J.-F. B.: Senza parlare di amarezza, vorrei comunque esprimere un certo rincrescimento per la mancata risposta ad un certo numero di segnalazioni; avevamo per esempio messo in luce delle lacune che meritavano di essere colmate. In tempi di crisi e di conflitti ci possono essere degli attriti tra mondo politico ed economico. C’è poi stata la parentesi dei pieni poteri al Governo che ha influito sulle relazioni tra Esecutivo e Legislativo. Da un profilo costituzionale non era chiaro.

In questa ampia riflessione, rimane comunque centrale la questione della responsabilità storica della Svizzera. Bisogna assumere il proprio passato. Solo a questa condizione si può affrontare il futuro in modo chiaro e sereno.

swissinfo: Nelle sue vesti di storico, come reagisce al recente processo contro Drogu Perincek, lo storico turco giudicato a Losanna per le sue tesi revisioniste sul genocidio armeno?

J.-F. B.: Penso che uno storico possa ricevere un mandato, come è stato il mio caso, allo scopo di fare luce su una serie di problemi. Ma in questo lavoro deve poter conservare tutta la sua indipendenza. Mi inquietano molto le legislazioni che, appunto, vogliono chiudere la bocca agli storici se affermano cose politicamente scorrette, anche se possono provarle.

Certo che bisogna evitare di diffondere idee revisioniste aberranti e ingiuriose nei confronti delle vittime. Ma occorre che gli storici conservino tutta la libertà che garantisce solidità al loro lavoro. Spetta a loro vigilare sulla propria onestà, è una questione di etica professionale.

E’ sempre molto delicato per uno storico testimoniare in un processo: quando un magistrato deve giudicare uno storico, può diventare pericoloso.

intervista swissinfo, Isabelle Eichenberger
(traduzione e adattamento dal francese Françoise Gehring)

Jean-François Bergier è nato nel 1931 a Losanna. E’ stato professore oridinario di storia all’Università di Ginevra (1963-1969). Nel 1969 è stato nominato professore di storia al politecnico federale di Zurigo.

Le sue ricerche si sono concentrate sulla storia economica, sociale e culturale della Svizzera e di altri paesi, dal Medio evo all’Età contemporanea.

Dal 1996 al 2001 ha presieduto la Commissione indipendente di esperti incaricata di studiare il ruolo della Svizzera nella Seconda guerra mondiale.

Nel 1985 è stato insignito del dottorato honoris causa all’Università di San Gallo.

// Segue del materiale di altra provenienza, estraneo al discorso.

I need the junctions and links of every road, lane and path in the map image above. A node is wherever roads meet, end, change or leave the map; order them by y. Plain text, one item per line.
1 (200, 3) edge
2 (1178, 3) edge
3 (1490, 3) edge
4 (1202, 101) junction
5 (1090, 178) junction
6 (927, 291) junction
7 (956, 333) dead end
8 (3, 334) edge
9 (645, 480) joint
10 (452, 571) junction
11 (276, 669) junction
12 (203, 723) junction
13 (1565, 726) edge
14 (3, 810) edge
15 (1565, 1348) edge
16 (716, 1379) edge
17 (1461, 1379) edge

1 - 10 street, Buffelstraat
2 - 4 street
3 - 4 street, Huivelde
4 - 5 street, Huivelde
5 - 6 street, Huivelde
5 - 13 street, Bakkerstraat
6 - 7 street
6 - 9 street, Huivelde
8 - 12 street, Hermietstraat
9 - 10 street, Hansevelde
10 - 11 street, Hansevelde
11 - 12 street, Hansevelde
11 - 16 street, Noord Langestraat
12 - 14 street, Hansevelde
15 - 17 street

E’ pure membro corrispondente dell’Institut de France.

Dicembre 1996: il Consiglio federale nomina la Commissione indipendente di esperti (CIE), dotata di un budget de 22 milioni di franchi.

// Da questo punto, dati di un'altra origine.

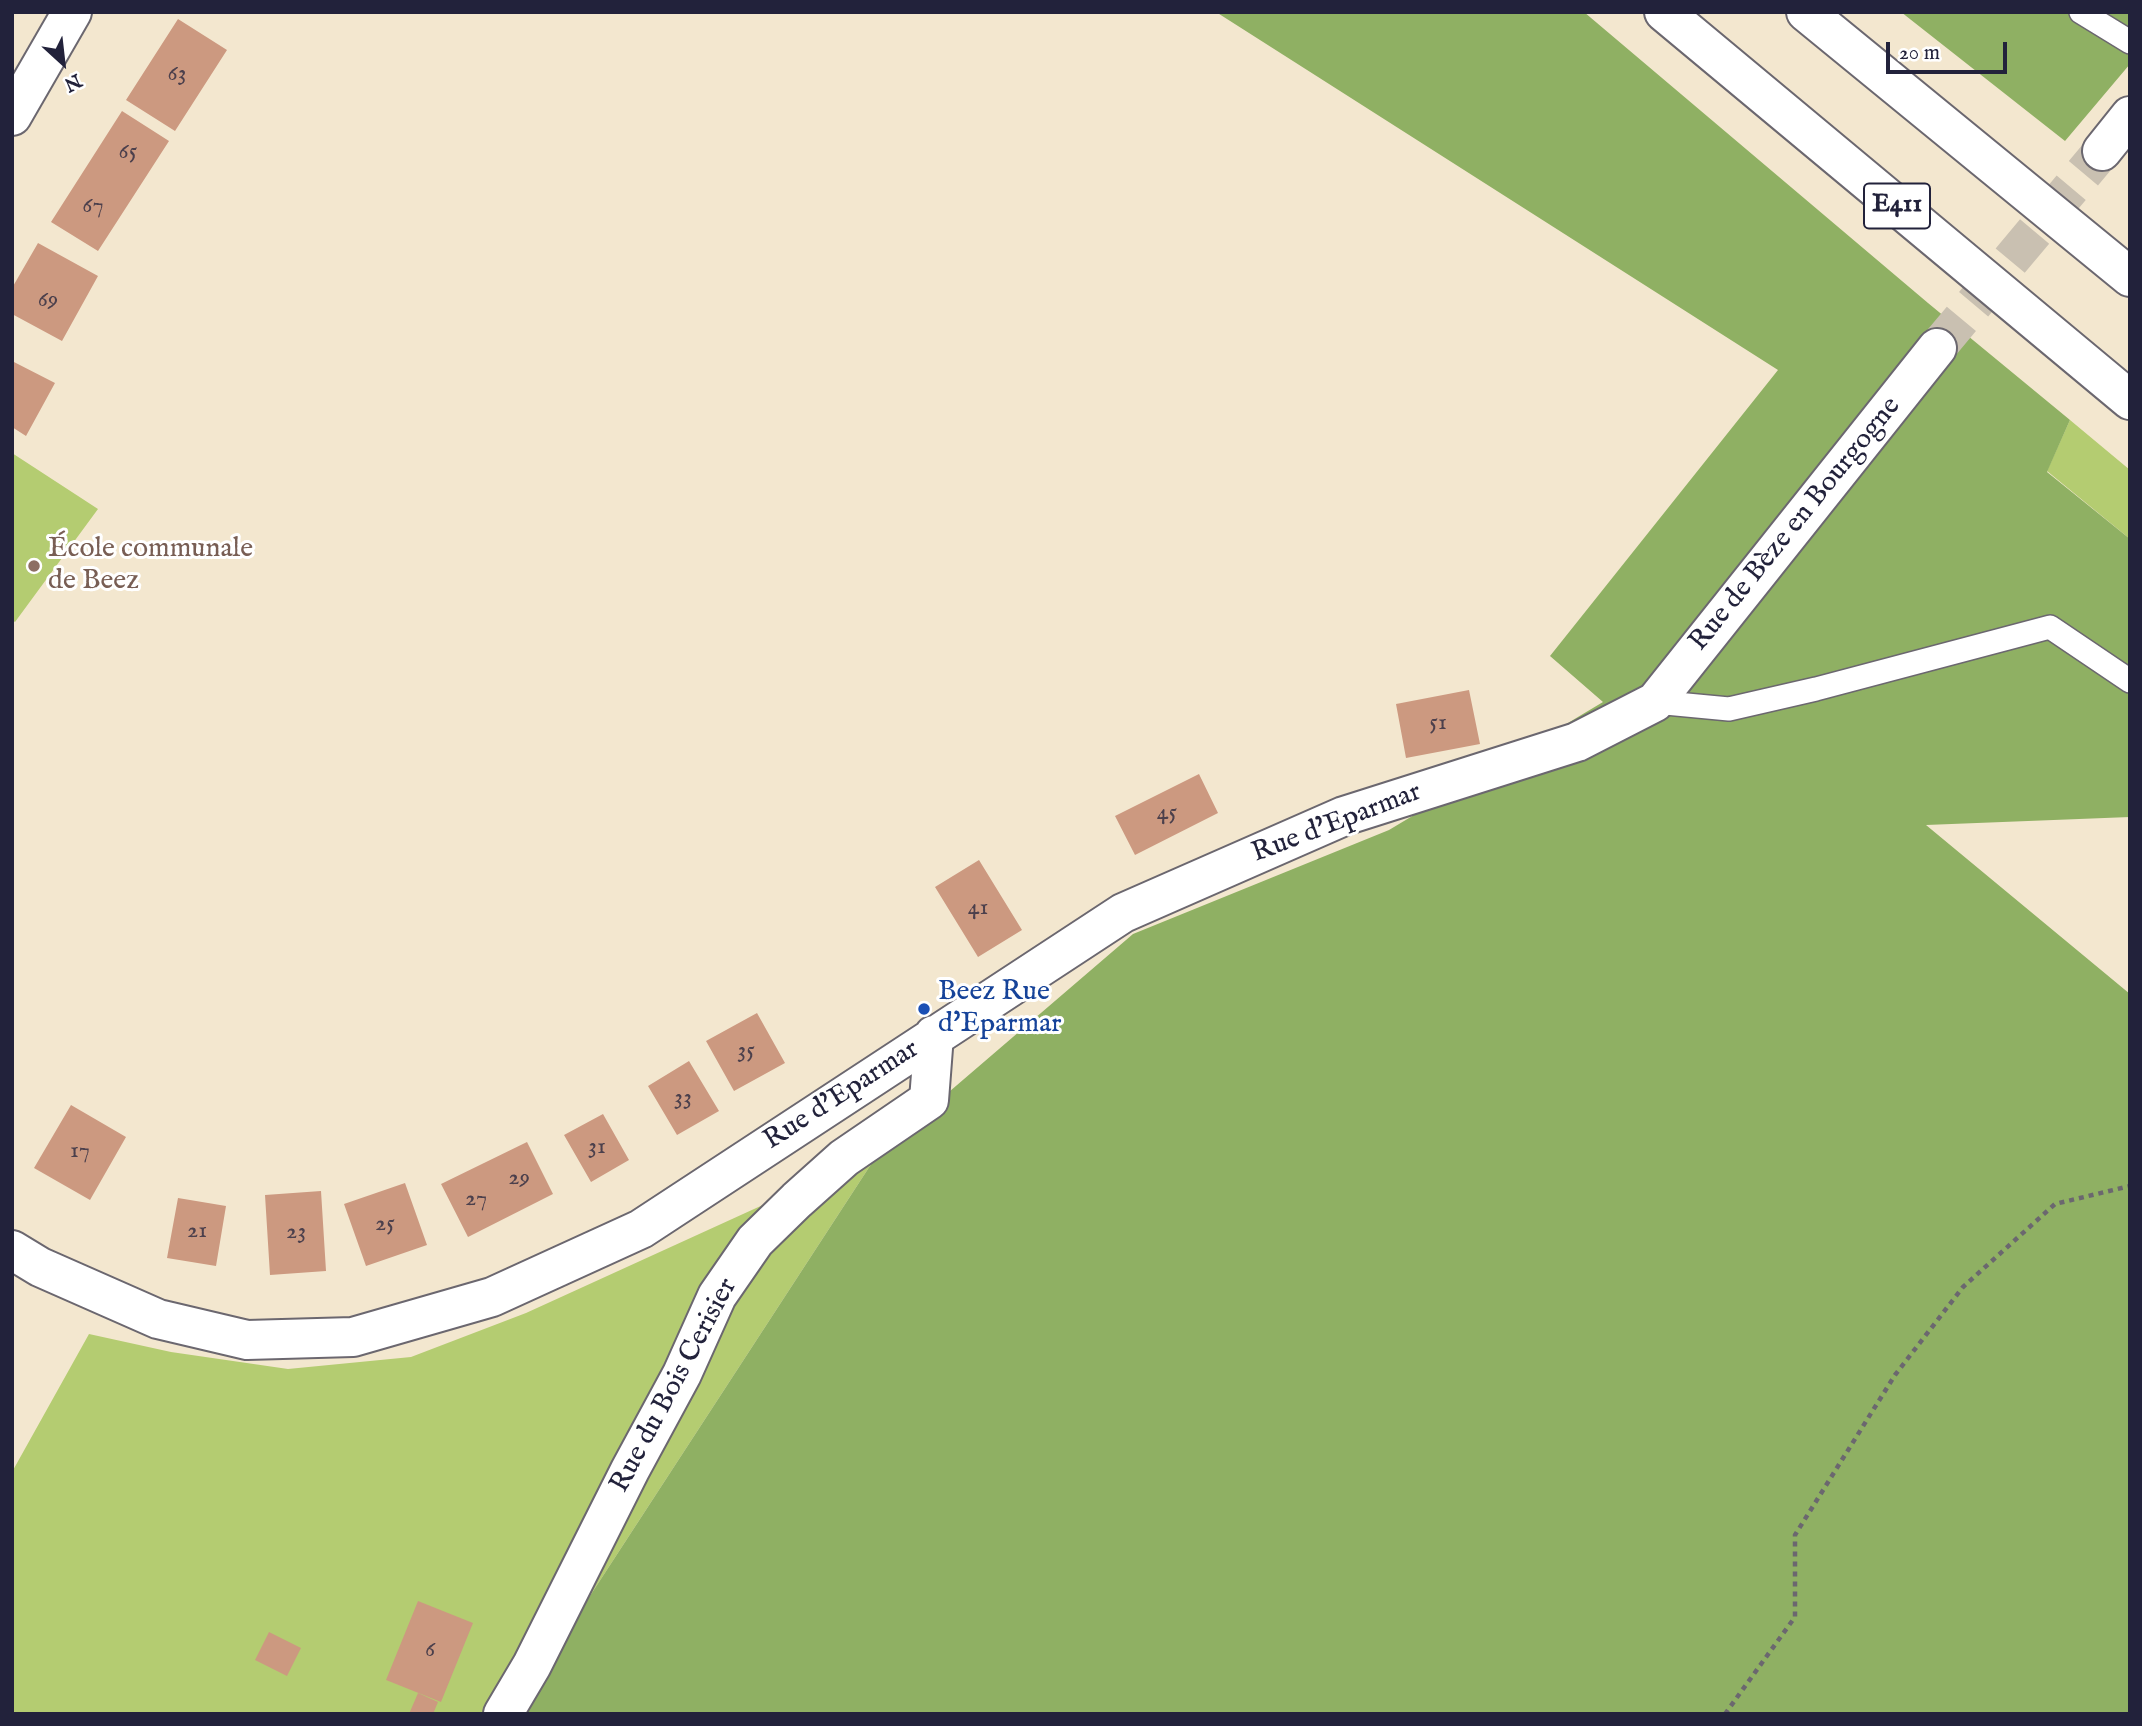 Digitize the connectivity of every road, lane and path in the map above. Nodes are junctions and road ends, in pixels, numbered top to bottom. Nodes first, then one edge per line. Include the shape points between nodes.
1 (72, 12) edge
2 (1664, 12) edge
3 (1806, 12) edge
4 (2081, 12) edge
5 (2130, 42) edge
6 (12, 116) edge
7 (2130, 116) edge
8 (2102, 151) tunnel mouth
9 (2130, 277) edge
10 (1937, 348) tunnel mouth
11 (2130, 400) edge
12 (2130, 681) edge
13 (1655, 702) junction
14 (934, 1035) junction
15 (2130, 1186) edge
16 (12, 1250) edge
17 (503, 1714) edge
18 (1726, 1714) edge

1 - 6 main road
2 - 11 main road, E411
3 - 9 main road
4 - 5 lane
7 - 8 main road
10 - 13 main road, Rue de Bèze en Bourgogne
12 - 13 lane via 2050,627 1729,709
13 - 14 main road, Rue d'Eparmar via 1577,742 1344,816 1123,913
14 - 16 main road, Rue d'Eparmar via 641,1228 492,1297 353,1337 247,1340 158,1319
14 - 17 main road, Rue du Bois Cerisier via 929,1100 844,1158 797,1199 755,1241 717,1296 682,1374
15 - 18 path via 2055,1204 1963,1287 1904,1364 1795,1535 1795,1617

Maggio 1998: presentazione del primo rapporto intermedio, «La Svizzera e le transazioni sull’oro durante la Seconda Guerra mondiale».

Dicembre 1999: presentazione del secondo rapporto intermedio sulla politica nei confronti dei rifugiati.

Dicembre 2001: rapporto definitivo.

Marzo 2002: il rapporto finale va ad aggiungersi ai 27 volumi pubblicati. La CIE viene sciolta e la Commissione parlamentare rinuncia al dibattito previsto.

Novembre 2004: «Le rapport Bergier pour tous», un riassunto di 200 pagine, è pubblicato da Pietro Boschetti presso le Edizioni Zoé di Ginerva.

Novembre 2006: «Entretiens avec Jean-François Bergier», scritto da Bertrand Müller e Pietro Boschetti, viene pubblicato presso le Edizioni Zoé, Ginevra. Segue nel 2007 una versione tedesca: «Jean-François Bergier im Gespräch».